I meditated night and day on those words until at last, by the mercy of God, I paid attention to their context: “The justice of God is revealed in it, as it is written: ‘The just person lives by faith.’” I began to understand that in this verse the justice of God is that by which the just person lives by a gift of God, that is by faith. I began to understand that this verse means that the justice of God is revealed through the Gospel, but it is a passive justice, i.e. that by which the merciful God justifies us by faith, as it is written: “The just person lives by faith.” All at once I felt that I had been born again and entered into paradise itself through open gates.

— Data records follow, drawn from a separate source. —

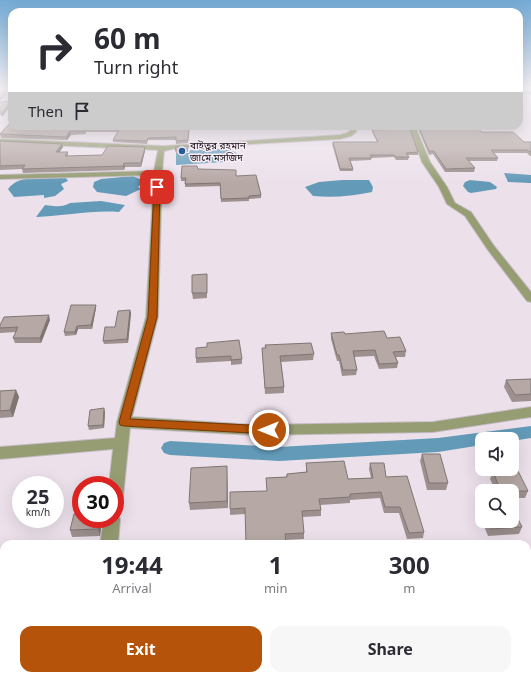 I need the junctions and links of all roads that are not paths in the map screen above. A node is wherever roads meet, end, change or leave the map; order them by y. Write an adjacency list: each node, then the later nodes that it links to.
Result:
1 (354, 130): 4 (street)
2 (414, 130): 7 (street)
3 (0, 141): 4 (street)
4 (164, 148): 5 (street)
5 (158, 173): 6 (street); 9 (street)
6 (0, 177)
7 (531, 299)
8 (531, 412): 9 (street)
9 (124, 422): 10 (street)
10 (122, 443): 11 (street); 12 (street)
11 (0, 453)
12 (118, 476)
13 (111, 528): 14 (street)
14 (109, 540)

Immediately I saw the whole of Scripture in a different light. I ran through the Scriptures from memory and found that other terms had analogous meanings, e.g., the work of God, that is, what God works in us; the power of God, by which he makes us powerful; the wisdom of God, by which he makes us wise; the strength of God, the salvation of God, the glory of God.
I exalted this sweetest word of mine, “the justice of God,” with as much love as before I had hated it with hate. This phrase of Paul was for me the very gate of paradise. Afterward I read Augustine’s “On the Spirit and the Letter,” in which I found what I had not dared hope for. I discovered that he too interpreted “the justice of God” in a similar way, namely, as that with which God clothes us when he justifies us. Although Augustine had said it imperfectly and did not explain in detail how God imputes justice to us, still it pleased me that he taught the justice of God by which we are justified.